Exercise instructions: Filter the records below, keeping only lines with the string "road".

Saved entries
:::::
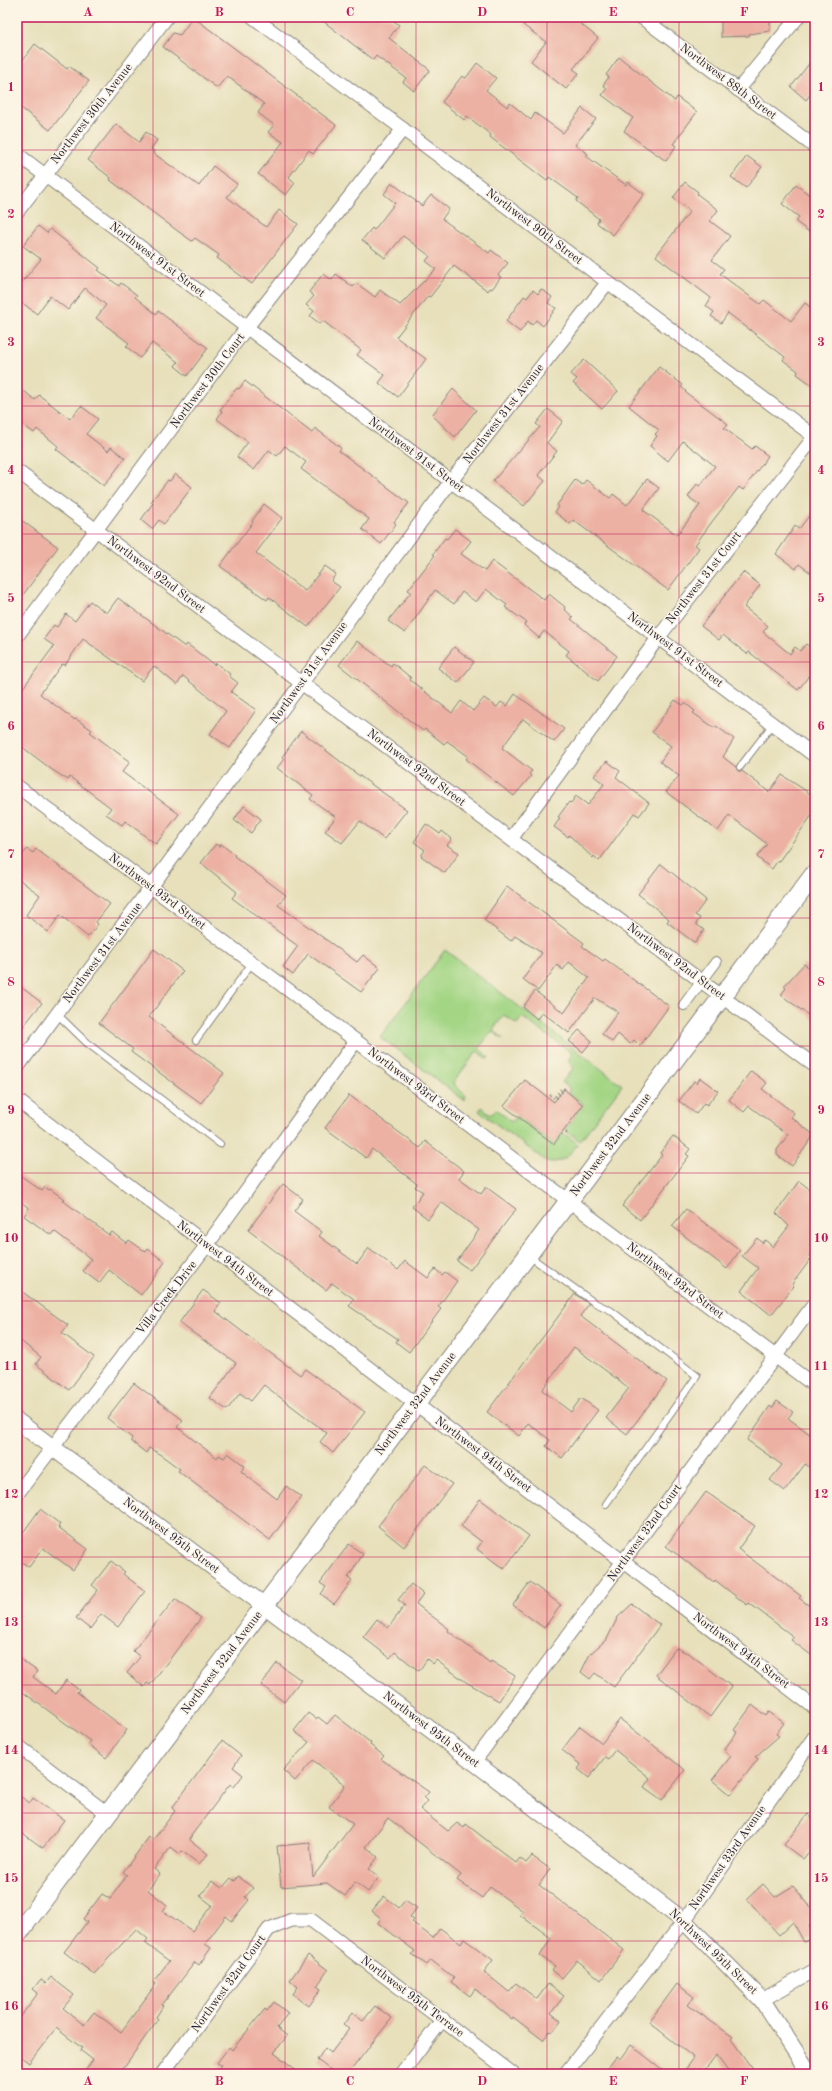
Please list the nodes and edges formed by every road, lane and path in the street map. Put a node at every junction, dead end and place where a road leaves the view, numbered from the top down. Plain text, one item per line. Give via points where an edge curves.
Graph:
1 (167, 17) edge
2 (253, 17) edge
3 (641, 17) edge
4 (798, 17) edge
5 (738, 90) junction
6 (403, 129) junction
7 (815, 147) edge
8 (17, 154) edge
9 (45, 175) junction
10 (17, 212) edge
11 (608, 282) junction
12 (247, 328) junction
13 (815, 436) edge
14 (17, 471) edge
15 (451, 482) junction
16 (97, 530) junction
17 (17, 636) edge
18 (658, 638) junction
19 (302, 683) junction
20 (773, 724) junction
21 (815, 756) edge
22 (740, 767) dead end
23 (17, 786) edge
24 (511, 839) junction
25 (815, 873) edge
26 (151, 887) junction
27 (716, 962) dead end
28 (252, 963) junction
29 (702, 981) junction
30 (722, 996) junction
31 (684, 1005) dead end
32 (57, 1014) junction
33 (196, 1040) dead end
34 (356, 1042) junction
35 (815, 1066) edge
36 (17, 1068) edge
37 (550, 1095) dead end
38 (554, 1098) dead end
39 (17, 1100) edge
40 (220, 1144) dead end
41 (568, 1201) junction
42 (207, 1245) junction
43 (528, 1255) junction
44 (815, 1303) edge
45 (775, 1356) junction
46 (815, 1386) edge
47 (416, 1404) junction
48 (17, 1421) edge
49 (52, 1447) junction
50 (17, 1494) edge
51 (606, 1504) dead end
52 (624, 1562) junction
53 (264, 1606) junction
54 (815, 1708) edge
55 (815, 1736) edge
56 (17, 1745) edge
57 (474, 1762) junction
58 (108, 1814) junction
59 (311, 1920) joint
60 (684, 1921) junction
61 (17, 1935) edge
62 (815, 1970) edge
63 (762, 2000) junction
64 (443, 2019) junction
65 (162, 2074) edge
66 (401, 2074) edge
67 (513, 2074) edge
68 (565, 2074) edge
69 (810, 2074) edge

1 - 9 street, Northwest 30th Avenue
2 - 6 street, Northwest 90th Street
3 - 5 street, Northwest 88th Street
4 - 5 street
5 - 7 street, Northwest 88th Street
6 - 11 street, Northwest 90th Street
6 - 12 street, Northwest 30th Court
8 - 9 street, Northwest 91st Street
9 - 10 street, Northwest 30th Avenue
9 - 12 street, Northwest 91st Street
11 - 13 street, Northwest 90th Street
11 - 15 street, Northwest 31st Avenue
12 - 15 street, Northwest 91st Street
12 - 16 street, Northwest 30th Court
13 - 18 street, Northwest 31st Court
14 - 16 street, Northwest 92nd Street
15 - 18 street, Northwest 91st Street
15 - 19 street, Northwest 31st Avenue
16 - 17 street, Northwest 30th Court
16 - 19 street, Northwest 92nd Street
18 - 20 street, Northwest 91st Street
18 - 24 street, Northwest 31st Court
19 - 24 street, Northwest 92nd Street
19 - 26 street, Northwest 31st Avenue
20 - 21 street, Northwest 91st Street
20 - 22 lane
23 - 26 street, Northwest 93rd Street
24 - 29 street, Northwest 92nd Street
25 - 30 main road, Northwest 32nd Avenue
26 - 28 street, Northwest 93rd Street
26 - 32 street, Northwest 31st Avenue
27 - 29 street
28 - 33 lane
28 - 34 street, Northwest 93rd Street
29 - 30 street, Northwest 92nd Street
29 - 31 street
30 - 35 street, Northwest 92nd Street
30 - 41 main road, Northwest 32nd Avenue
32 - 36 street, Northwest 31st Avenue
32 - 40 lane via 87,1043
34 - 41 street, Northwest 93rd Street
34 - 42 street, Villa Creek Drive
37 - 38 path
39 - 42 street, Northwest 94th Street
41 - 43 main road, Northwest 32nd Avenue
41 - 45 street, Northwest 93rd Street
42 - 47 street, Northwest 94th Street
42 - 49 street, Villa Creek Drive
43 - 47 main road, Northwest 32nd Avenue
43 - 51 lane via 595,1303 610,1310 697,1376
44 - 45 street, Northwest 32nd Court
45 - 46 street, Northwest 93rd Street
45 - 52 street, Northwest 32nd Court
47 - 52 street, Northwest 94th Street
47 - 53 main road, Northwest 32nd Avenue
48 - 49 street, Northwest 95th Street
49 - 50 street, Villa Creek Drive
49 - 53 street, Northwest 95th Street
52 - 54 street, Northwest 94th Street
52 - 57 street, Northwest 32nd Court
53 - 57 street, Northwest 95th Street
53 - 58 main road, Northwest 32nd Avenue
55 - 60 street, Northwest 33rd Avenue
56 - 58 street
57 - 60 street, Northwest 95th Street
58 - 61 main road, Northwest 32nd Avenue
59 - 64 street, Northwest 95th Terrace
59 - 65 street, Northwest 32nd Court via 292,1920 269,1929
60 - 63 street, Northwest 95th Street
60 - 68 street, Northwest 33rd Avenue
62 - 63 street
63 - 69 street, Northwest 95th Street
64 - 66 street
64 - 67 street, Northwest 95th Terrace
:::::
Expected answer:
Please list the nodes and edges formed by every road, lane and path in the street map. Put a node at every junction, dead end and place where a road leaves the view, numbered from the top down. Plain text, one item per line. Give via points where an edge curves.
25 - 30 main road, Northwest 32nd Avenue
30 - 41 main road, Northwest 32nd Avenue
41 - 43 main road, Northwest 32nd Avenue
43 - 47 main road, Northwest 32nd Avenue
47 - 53 main road, Northwest 32nd Avenue
53 - 58 main road, Northwest 32nd Avenue
58 - 61 main road, Northwest 32nd Avenue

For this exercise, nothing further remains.